Willie ne s’est approché de la balustrade qu’une seule fois au cours de toutes ces années. Sa casquette était enlevée, ses cheveux clairsemés révélant un cuir chevelu luisant de sueur. La carrière de Willie était proche de sa fin.

« Voilà Willie. » Mon père désigna l’homme que nous aimions tous les deux. « Va chercher son autographe. »

J’ai jeté mon sandwich sur les genoux de mon frère et j’ai couru sur les marches en ciment vers la balustrade du terrain. Les enfants criaient son nom et se bousculaient pour être vus. Willie regardait le soleil en souriant. Il s’est essuyé le front avec son gant. Mais alors que je m’approchais, Willie s’est soudainement retourné. Il a trottiné jusqu’à l’extérieur du terrain, a levé les deux bras au milieu du terrain et a fait un signe de la main. Il avait fini de signer. J’ai appelé son nom, mais il était déjà trop loin, au milieu du champ extérieur, dans une brume de ciel blanc et dans le vrombissement assourdissant des avions à réaction qui se préparaient à atterrir au-dessus de Shea, les passagers aspirant à rentrer chez eux. Willie a attrapé quelques autres balles volantes au niveau de la ceinture, jugeant l’arc de cercle, regardant la balle se nicher dans son gant comme si elle était une feuille flottante. Il a renvoyé la balle vers l’intérieur du terrain avec facilité et grâce. Parfait. En retournant à l’abri, il a salué une fois de plus et a souri. J’ai pris une photo depuis les gradins, bien que je puisse à peine identifier le visage de Willie sur la photo suivante. Il était si loin.

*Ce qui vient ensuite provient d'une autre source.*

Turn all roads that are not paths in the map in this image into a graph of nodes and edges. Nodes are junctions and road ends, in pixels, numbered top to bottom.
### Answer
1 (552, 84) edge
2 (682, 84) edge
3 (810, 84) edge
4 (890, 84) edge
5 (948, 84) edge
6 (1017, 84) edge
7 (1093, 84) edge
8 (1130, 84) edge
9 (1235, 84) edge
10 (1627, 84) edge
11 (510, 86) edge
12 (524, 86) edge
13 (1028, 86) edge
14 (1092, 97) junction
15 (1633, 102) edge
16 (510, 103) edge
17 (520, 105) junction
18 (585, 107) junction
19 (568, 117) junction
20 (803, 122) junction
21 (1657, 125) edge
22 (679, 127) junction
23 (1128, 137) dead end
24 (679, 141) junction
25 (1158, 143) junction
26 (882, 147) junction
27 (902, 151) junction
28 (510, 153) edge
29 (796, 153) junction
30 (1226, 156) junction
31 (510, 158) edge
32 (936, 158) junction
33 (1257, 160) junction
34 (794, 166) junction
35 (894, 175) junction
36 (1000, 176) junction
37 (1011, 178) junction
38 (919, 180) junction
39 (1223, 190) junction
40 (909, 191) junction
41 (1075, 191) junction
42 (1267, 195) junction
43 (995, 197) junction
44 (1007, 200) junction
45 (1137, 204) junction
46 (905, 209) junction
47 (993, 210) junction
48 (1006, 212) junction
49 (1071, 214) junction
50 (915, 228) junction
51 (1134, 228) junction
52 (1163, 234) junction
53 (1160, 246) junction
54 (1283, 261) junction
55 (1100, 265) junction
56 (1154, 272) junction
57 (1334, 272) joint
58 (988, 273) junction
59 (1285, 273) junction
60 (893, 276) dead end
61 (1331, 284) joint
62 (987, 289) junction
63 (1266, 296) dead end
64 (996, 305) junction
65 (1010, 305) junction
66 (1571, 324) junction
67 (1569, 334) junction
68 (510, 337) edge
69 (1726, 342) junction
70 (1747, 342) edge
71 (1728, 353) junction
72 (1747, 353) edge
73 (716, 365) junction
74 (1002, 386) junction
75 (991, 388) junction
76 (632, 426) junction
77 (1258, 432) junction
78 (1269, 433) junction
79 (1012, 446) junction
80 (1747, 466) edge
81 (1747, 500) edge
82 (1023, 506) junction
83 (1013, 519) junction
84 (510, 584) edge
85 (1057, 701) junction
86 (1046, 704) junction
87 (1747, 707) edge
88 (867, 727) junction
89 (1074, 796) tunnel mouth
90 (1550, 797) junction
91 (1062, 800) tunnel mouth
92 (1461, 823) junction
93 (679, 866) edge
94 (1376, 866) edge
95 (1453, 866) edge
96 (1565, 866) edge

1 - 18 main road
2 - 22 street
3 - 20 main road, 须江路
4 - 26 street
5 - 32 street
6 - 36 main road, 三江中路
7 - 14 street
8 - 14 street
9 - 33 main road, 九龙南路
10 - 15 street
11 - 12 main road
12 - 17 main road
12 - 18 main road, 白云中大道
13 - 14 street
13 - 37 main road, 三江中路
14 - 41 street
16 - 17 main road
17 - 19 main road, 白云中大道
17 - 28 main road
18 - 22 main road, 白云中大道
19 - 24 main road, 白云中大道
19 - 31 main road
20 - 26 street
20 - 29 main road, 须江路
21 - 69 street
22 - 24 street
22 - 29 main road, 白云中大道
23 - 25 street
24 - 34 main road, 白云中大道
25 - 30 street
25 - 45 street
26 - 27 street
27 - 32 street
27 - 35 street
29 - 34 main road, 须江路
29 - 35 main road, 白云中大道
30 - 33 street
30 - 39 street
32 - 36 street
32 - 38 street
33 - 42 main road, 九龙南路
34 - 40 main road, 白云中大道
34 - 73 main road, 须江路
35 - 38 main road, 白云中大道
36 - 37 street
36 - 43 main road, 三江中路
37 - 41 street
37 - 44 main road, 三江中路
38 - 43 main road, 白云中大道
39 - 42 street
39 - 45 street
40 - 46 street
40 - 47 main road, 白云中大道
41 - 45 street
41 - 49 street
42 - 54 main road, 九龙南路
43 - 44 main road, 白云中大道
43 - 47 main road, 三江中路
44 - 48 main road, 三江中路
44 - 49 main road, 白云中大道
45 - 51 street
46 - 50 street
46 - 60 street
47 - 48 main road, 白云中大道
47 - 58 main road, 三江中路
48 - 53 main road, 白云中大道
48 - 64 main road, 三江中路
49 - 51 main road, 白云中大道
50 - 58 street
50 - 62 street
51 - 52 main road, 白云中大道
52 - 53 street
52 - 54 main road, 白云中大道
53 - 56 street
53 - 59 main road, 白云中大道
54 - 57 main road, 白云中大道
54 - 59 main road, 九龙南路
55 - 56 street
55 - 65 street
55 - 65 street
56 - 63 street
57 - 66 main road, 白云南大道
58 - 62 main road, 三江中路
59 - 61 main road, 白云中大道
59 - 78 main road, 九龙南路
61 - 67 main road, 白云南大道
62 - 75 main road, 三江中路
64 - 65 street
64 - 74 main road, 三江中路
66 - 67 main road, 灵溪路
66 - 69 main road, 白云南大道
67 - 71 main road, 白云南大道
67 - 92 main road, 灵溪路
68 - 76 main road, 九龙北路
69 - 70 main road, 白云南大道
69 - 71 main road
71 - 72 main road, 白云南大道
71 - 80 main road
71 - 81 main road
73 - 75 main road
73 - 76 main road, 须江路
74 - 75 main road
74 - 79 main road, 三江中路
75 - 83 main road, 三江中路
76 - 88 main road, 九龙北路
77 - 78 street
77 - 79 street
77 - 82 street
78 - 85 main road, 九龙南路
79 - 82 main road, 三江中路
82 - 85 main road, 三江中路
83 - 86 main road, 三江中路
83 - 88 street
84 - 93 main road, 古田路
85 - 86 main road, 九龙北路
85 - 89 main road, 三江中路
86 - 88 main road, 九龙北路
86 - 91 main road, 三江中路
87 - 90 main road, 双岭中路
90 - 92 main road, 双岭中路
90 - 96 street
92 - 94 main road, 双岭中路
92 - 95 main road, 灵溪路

Mon père a toujours gardé cette photo calée devant le portrait de mariage sur la commode de sa chambre. Quand papa est mort, j’ai pensé prendre la photo pour moi. La semaine suivant l’enterrement de papa, j’ai passé quelques heures à fouiller dans les affaires, à chercher les vêtements et ses papiers. J’ai trouvé l’acte de naissance de mon père et la décharge de l’armée, quelques photos de moi et de mes frères et sœurs en bas âge. Mais la photo de Willie Mays que j’avais prise des années auparavant par ce bel après-midi, une petite silhouette perdue dans une mer de vert, un homme déjà conscient de sa fin, avait disparu. J’ai cherché à nouveau quelques semaines plus tard, mais je n’arrivais toujours pas à retrouver la photo perdue. J’ai demandé à ma mère si elle avait vu la photo, mais elle n’a jamais su où elle était passée.